WHAT YOU NEED TO DO
Repeat each record below exactly, dropping the pictures.

ENTRIES SHOWN
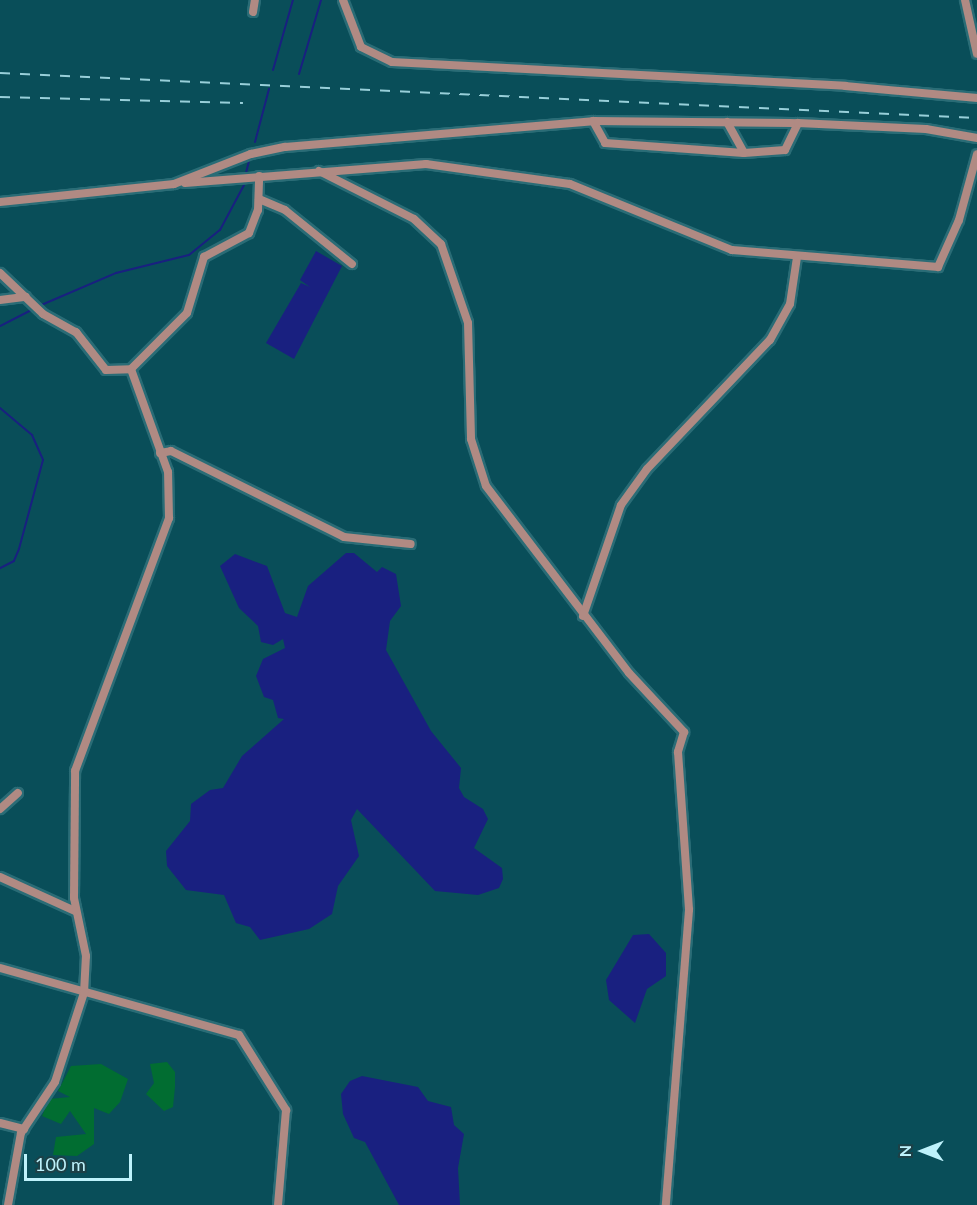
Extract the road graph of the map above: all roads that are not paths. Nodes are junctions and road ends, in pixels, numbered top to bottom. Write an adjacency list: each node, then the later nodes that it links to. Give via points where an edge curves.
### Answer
1 (255, 0): 4 (street)
2 (343, 0): 6 (street, via 361,47 392,62 845,86)
3 (965, 0): 5 (street)
4 (253, 12)
5 (977, 54)
6 (977, 98)
7 (593, 121): 8 (street); 11 (street, via 605,143); 15 (street, via 285,147 251,154)
8 (727, 122): 9 (street); 11 (street)
9 (798, 123): 10 (street, via 926,129); 11 (street, via 785,150)
10 (977, 138)
11 (744, 153)
12 (977, 154): 18 (street, via 959,220 939,267)
13 (319, 171): 14 (street); 18 (street, via 426,164 570,184 718,246); 26 (street, via 414,219 441,244 468,323 474,460 500,510)
14 (259, 176): 15 (street); 16 (street)
15 (174, 184): 17 (street)
16 (259, 199): 19 (street, via 294,215); 23 (street, via 249,233 204,257 187,313)
17 (0, 202)
18 (797, 256): 26 (street, via 790,304 770,340 647,469 621,505)
19 (352, 264)
20 (0, 273): 21 (street)
21 (29, 299): 22 (street); 23 (street, via 43,314 76,332 105,370)
22 (0, 300)
23 (131, 369): 24 (street)
24 (160, 453): 25 (street, via 171,451 344,537); 30 (street, via 168,472 169,518 74,778)
25 (411, 544)
26 (584, 616): 37 (street, via 684,732 678,752 689,910)
27 (18, 793): 28 (street)
28 (0, 809)
29 (0, 877): 30 (street)
30 (75, 911): 32 (street, via 86,956)
31 (0, 968): 32 (street, via 60,981)
32 (84, 993): 34 (street, via 55,1082); 36 (street, via 221,1026 239,1035 286,1110)
33 (0, 1123): 34 (street)
34 (24, 1129): 35 (street)
35 (8, 1205)
36 (278, 1205)
37 (666, 1205)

THE COMPLETED TASK
Extract the road graph of the map above: all roads that are not paths. Nodes are junctions and road ends, in pixels, numbered top to bottom. Write an adjacency list: each node, then the later nodes that it links to. Give via points where an edge curves.
### Answer
1 (255, 0): 4 (street)
2 (343, 0): 6 (street, via 361,47 392,62 845,86)
3 (965, 0): 5 (street)
4 (253, 12)
5 (977, 54)
6 (977, 98)
7 (593, 121): 8 (street); 11 (street, via 605,143); 15 (street, via 285,147 251,154)
8 (727, 122): 9 (street); 11 (street)
9 (798, 123): 10 (street, via 926,129); 11 (street, via 785,150)
10 (977, 138)
11 (744, 153)
12 (977, 154): 18 (street, via 959,220 939,267)
13 (319, 171): 14 (street); 18 (street, via 426,164 570,184 718,246); 26 (street, via 414,219 441,244 468,323 474,460 500,510)
14 (259, 176): 15 (street); 16 (street)
15 (174, 184): 17 (street)
16 (259, 199): 19 (street, via 294,215); 23 (street, via 249,233 204,257 187,313)
17 (0, 202)
18 (797, 256): 26 (street, via 790,304 770,340 647,469 621,505)
19 (352, 264)
20 (0, 273): 21 (street)
21 (29, 299): 22 (street); 23 (street, via 43,314 76,332 105,370)
22 (0, 300)
23 (131, 369): 24 (street)
24 (160, 453): 25 (street, via 171,451 344,537); 30 (street, via 168,472 169,518 74,778)
25 (411, 544)
26 (584, 616): 37 (street, via 684,732 678,752 689,910)
27 (18, 793): 28 (street)
28 (0, 809)
29 (0, 877): 30 (street)
30 (75, 911): 32 (street, via 86,956)
31 (0, 968): 32 (street, via 60,981)
32 (84, 993): 34 (street, via 55,1082); 36 (street, via 221,1026 239,1035 286,1110)
33 (0, 1123): 34 (street)
34 (24, 1129): 35 (street)
35 (8, 1205)
36 (278, 1205)
37 (666, 1205)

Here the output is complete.